A apelação questiona se o julgamento foi justo, obedecendo as regras do Direito, e se o cálculo da pena foi adequado. O recurso do Ministério Público pediu para aumentar para 14 anos de prisão. Já a defesa de Carli Filho pediu redução para 7 anos.

Caso a pena caia para menos de 8 anos de prisão, Carli Filho teria direito ao regime semiaberto, que significa passar o dia em liberdade e dormir em uma unidade prisional. Contudo, no Brasil, devido ao baixo número de vagas disponíveis no semiaberto, há preferência para destinar esses espaços para quem ganha o direito à progressão de pena – ou seja, quem está em penitenciária e vai para o semiaberto.

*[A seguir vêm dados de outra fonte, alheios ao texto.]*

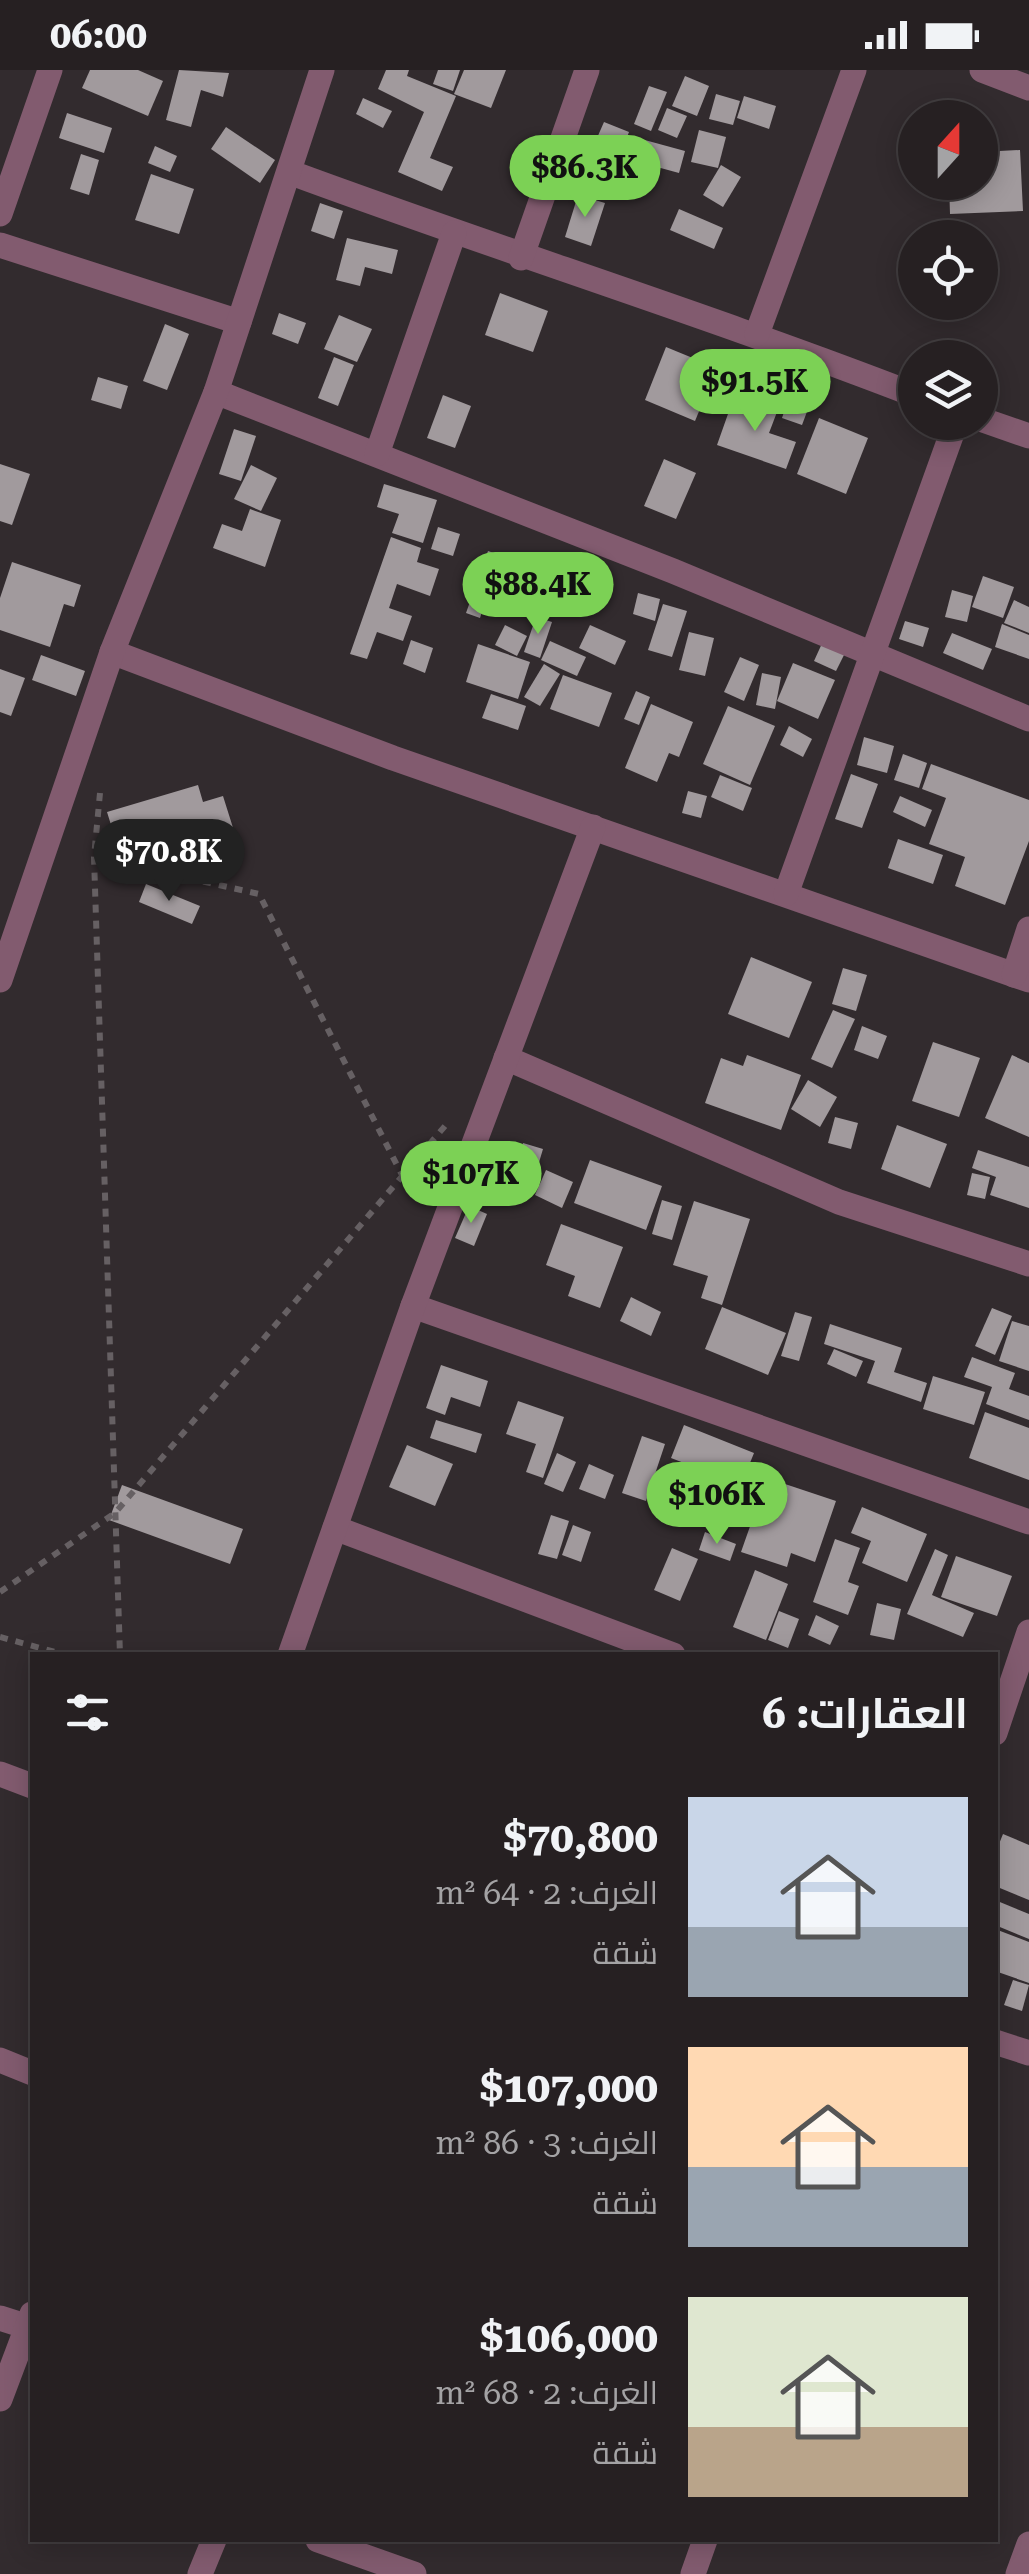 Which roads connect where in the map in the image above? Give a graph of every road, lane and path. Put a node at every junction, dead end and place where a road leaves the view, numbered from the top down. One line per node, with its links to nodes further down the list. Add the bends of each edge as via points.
1 (50, 70): 8 (street)
2 (322, 70): 7 (street)
3 (587, 70): 11 (street)
4 (854, 70): 13 (street)
5 (982, 70): 6 (street)
6 (1029, 88)
7 (289, 172): 9 (street); 12 (street)
8 (0, 214)
9 (454, 233): 11 (street); 19 (street)
10 (0, 244): 12 (street)
11 (521, 258): 13 (street)
12 (239, 322): 15 (street)
13 (758, 334): 14 (street)
14 (898, 388)
15 (216, 392): 19 (street); 20 (street)
16 (998, 425): 17 (street)
17 (1029, 436)
18 (950, 440): 21 (street)
19 (377, 454): 21 (street)
20 (112, 652): 24 (street); 28 (street)
21 (872, 655): 22 (street); 26 (street)
22 (1029, 720)
23 (100, 782): 25 (path)
24 (594, 826): 26 (street); 30 (street)
25 (94, 857): 32 (path, via 258,894); 35 (path)
26 (786, 894): 29 (street)
27 (1029, 928): 29 (street)
28 (1, 976)
29 (1022, 977)
30 (506, 1058): 33 (street, via 839,1202); 34 (street)
31 (454, 1116): 32 (path)
32 (402, 1175): 35 (path)
33 (1029, 1264)
34 (413, 1306): 36 (street); 37 (street)
35 (115, 1513): 38 (path); 42 (path)
36 (1029, 1522)
37 (334, 1528): 43 (street); 44 (street)
38 (0, 1592)
39 (1029, 1632): 45 (street)
40 (0, 1637): 41 (path)
41 (55, 1652)
42 (120, 1652)
43 (291, 1652)
44 (665, 1652)
45 (998, 1724)
46 (0, 1774): 47 (street)
47 (30, 1785)
48 (998, 2043): 49 (street)
49 (1029, 2053)
50 (0, 2060): 51 (street)
51 (30, 2072)
52 (0, 2318): 53 (street)
53 (30, 2321): 54 (street)
54 (0, 2399)
55 (213, 2542): 59 (street)
56 (324, 2542): 60 (street)
57 (704, 2542): 61 (street)
58 (1028, 2548): 62 (street)
59 (200, 2574)
60 (414, 2574)
61 (693, 2574)
62 (1018, 2574)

Sendo assim, é possível que a decisão indique que Carli Filho tenha de usar de tornozeleira eletrônica. Como está em vigor o cumprimento da pena depois da condenação em segunda instância, por decisão do Supremo Tribunal Federal, Carli Filho pode estar sujeito aos efeitos imediatos da decisão judicial. O promotor explica que dificilmente uma eventual prisão acontecerá ainda em 2018. Mesmo depois da publicação do acórdão, ainda há alguns recursos possíveis, como o embargo de declaração, que protela a execução da decisão.

A 1ª Câmara Criminal é formada por três desembargadores. A relatoria do processo ficou com o desembargador Naor Rottoli de Macedo Neto, juiz substituto do desembargador Telmo Cherem. O revisor é o desembargador Clayton Camargo. O terceiro voto deve ser do desembargador Miguel Kfouri.